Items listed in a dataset

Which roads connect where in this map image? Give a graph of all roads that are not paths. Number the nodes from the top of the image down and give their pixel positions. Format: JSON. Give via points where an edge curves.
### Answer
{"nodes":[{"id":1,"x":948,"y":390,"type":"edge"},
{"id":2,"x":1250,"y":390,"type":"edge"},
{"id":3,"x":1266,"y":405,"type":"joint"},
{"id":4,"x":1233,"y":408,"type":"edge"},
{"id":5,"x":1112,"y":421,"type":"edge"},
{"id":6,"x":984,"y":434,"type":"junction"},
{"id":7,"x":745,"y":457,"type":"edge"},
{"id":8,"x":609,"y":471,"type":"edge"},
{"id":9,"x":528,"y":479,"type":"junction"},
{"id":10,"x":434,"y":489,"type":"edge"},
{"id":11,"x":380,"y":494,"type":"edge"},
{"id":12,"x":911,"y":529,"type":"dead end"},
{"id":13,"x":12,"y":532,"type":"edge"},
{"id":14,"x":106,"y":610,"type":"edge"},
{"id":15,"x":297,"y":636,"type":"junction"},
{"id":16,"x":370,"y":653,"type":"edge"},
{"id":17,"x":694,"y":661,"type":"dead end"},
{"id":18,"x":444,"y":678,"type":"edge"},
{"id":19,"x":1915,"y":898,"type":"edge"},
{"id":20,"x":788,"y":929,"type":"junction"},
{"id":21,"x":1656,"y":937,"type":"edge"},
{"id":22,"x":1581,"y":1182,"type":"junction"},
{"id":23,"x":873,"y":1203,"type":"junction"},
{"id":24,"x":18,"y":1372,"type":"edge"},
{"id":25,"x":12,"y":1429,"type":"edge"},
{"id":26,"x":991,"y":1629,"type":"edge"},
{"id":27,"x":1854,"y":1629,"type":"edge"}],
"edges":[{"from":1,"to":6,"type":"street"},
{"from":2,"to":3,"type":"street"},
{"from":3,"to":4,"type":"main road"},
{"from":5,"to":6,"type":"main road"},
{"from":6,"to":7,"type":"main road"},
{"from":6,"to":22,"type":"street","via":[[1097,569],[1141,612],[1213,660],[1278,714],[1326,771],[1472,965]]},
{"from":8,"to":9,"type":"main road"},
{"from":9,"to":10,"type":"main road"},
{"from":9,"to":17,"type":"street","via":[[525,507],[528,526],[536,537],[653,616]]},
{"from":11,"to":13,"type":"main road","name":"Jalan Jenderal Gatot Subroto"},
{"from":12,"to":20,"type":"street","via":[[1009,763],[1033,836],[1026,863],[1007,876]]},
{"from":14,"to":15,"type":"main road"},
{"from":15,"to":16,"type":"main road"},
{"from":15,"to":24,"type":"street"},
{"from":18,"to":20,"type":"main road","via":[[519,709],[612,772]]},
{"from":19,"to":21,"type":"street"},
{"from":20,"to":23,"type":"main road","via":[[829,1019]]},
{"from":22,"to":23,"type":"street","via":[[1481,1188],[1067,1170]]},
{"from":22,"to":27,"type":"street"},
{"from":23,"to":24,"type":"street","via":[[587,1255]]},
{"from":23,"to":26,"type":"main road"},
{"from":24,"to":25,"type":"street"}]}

• **Exercise**
Filter the data above down to lines with the word "main", and copy them.

• **Written solution**
{"from":3,"to":4,"type":"main road"},
{"from":5,"to":6,"type":"main road"},
{"from":6,"to":7,"type":"main road"},
{"from":8,"to":9,"type":"main road"},
{"from":9,"to":10,"type":"main road"},
{"from":11,"to":13,"type":"main road","name":"Jalan Jenderal Gatot Subroto"},
{"from":14,"to":15,"type":"main road"},
{"from":15,"to":16,"type":"main road"},
{"from":18,"to":20,"type":"main road","via":[[519,709],[612,772]]},
{"from":20,"to":23,"type":"main road","via":[[829,1019]]},
{"from":23,"to":26,"type":"main road"},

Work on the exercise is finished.